Witnesses include Mary Glackin, deputy under secretary, National Oceanic and Atmospheric Administration; Badri Younes, deputy associate administrator for space communications and navigation, National Aeronautics and Space Administration; Peter Appel, administrator, Research and Innovative Technology Administration, Department of Transportation; David Applegate, associate director, Natural Hazards branch, U.S. Geological Survey; Scott Pace, director, Space Policy Institute, George Washington University.
Also on August 3, the House Armed Services Committee, Subcommittee on Strategic Forces, will receive testimony on sustaining GPS for national security.

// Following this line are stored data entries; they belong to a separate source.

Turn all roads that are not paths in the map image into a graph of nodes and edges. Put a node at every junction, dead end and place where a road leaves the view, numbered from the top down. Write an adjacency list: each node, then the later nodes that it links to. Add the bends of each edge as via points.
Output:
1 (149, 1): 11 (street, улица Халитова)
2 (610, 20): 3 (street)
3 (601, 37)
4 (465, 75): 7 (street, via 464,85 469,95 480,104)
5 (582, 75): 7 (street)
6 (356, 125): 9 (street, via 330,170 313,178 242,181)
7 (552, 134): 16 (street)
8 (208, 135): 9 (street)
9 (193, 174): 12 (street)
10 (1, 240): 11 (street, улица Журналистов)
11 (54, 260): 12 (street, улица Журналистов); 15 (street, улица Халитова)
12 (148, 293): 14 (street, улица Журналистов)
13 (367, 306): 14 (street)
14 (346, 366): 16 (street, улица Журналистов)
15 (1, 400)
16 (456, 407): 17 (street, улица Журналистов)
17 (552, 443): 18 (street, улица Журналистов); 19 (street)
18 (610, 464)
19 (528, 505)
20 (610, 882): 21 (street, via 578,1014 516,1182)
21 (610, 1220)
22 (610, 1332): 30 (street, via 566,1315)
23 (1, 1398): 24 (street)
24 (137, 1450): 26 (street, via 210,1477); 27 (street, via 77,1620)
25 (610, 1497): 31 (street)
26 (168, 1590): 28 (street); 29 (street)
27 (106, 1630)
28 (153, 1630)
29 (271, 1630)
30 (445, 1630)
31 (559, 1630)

Witnesses include General William L. Shelton, commander, U.S. Air Force Space Command; Teresa M. Takai, chief information officer, U.S. Department of Defense; Julius Knapp, chief engineer, FCC Office of Engineering and Technology; Karl Nebbia, associate administrator, Office of Spectrum Management, National Telecommunications and Information Administration, U.S. Department of Commerce.
Russo, the NCO director, will also testify at both hearings.
Here Comes the Judge
Regardless of how FCC rules in the matter, most observers believe that the issue inevitably will end up in the courts. If, contrary to all appearances, the agency prevents LightSquared from proceeding with its current plan, the company — whose primary backer Phil Falcone has gambled most of the assets of the Harbinger hedge fund he controls on the LightSquared venture — would probably file suit.
Conversely, GPS advocates believe that the FCC violated its own procedures by allowing a substantive change in frequency allocation to occur at the bureau level rather before the full commission. They believe that political influences, driven by Harbinger’s billions and the president’s desire to lift up expansion of wireless broadband as a feature of his re-election campaign, have shaped not merely the FCC decisions on the issue but the agency’s processes themselves.
Indeed, some Washington sources suggest that last December FCC Chairman Julius Genachowski actually wanted to issue an order allowing LightSquared to proceed with building its network without any further consideration of the GPS interference issues but was deterred from that course by agency staff, who believe that FCC rules prevented such a precipitous course. Instead, the agency granted a conditional waiver of limits on LightSquared’s transmitters pending the outcome of tests conducted by a working group that showed widespread interference to GPS receivers.
Genachowski, a former venture capitalist who acted as a financial “bundler” for Obama’s 2008 campaign, controls the agenda and has broad power to determine which issues that come before the full commission.
The commission already faces criticism for members’ ruling on issues in which they have a present or future interest. In May, FCC Commissioner Meredith Baker announced she was leaving June 3 to become the senior vice-president of government affairs for NBCUniversal after she had recently voted in favor of an NBC/Comcast merger.
Today (July 29, 2011) the Washington Post tech blogger Cecilia Kang reported claims by Patrick Comack, senior telecom equities analyst at Zachary Investment Research, “that staff in the [FCC] international bureau told him they did not see a waiver that was approved Jan. 26 by bureau chief Mindel de la Torre. The staff would typically work on such a waiver pertaining to satellite spectrum licenses.”
As quoted by Kang, an FCC spokeswoman rejected the Comack’s claim, saying that the agency would “continue to run an open, transparent and inclusive process to address interference issues around LightSquared’s proposal. . . .” but then appeared to telegraph a foregone FCC conclusion by adding that the company’s project “has the potential to create thousands of jobs and generate billions of dollars of economic investment.”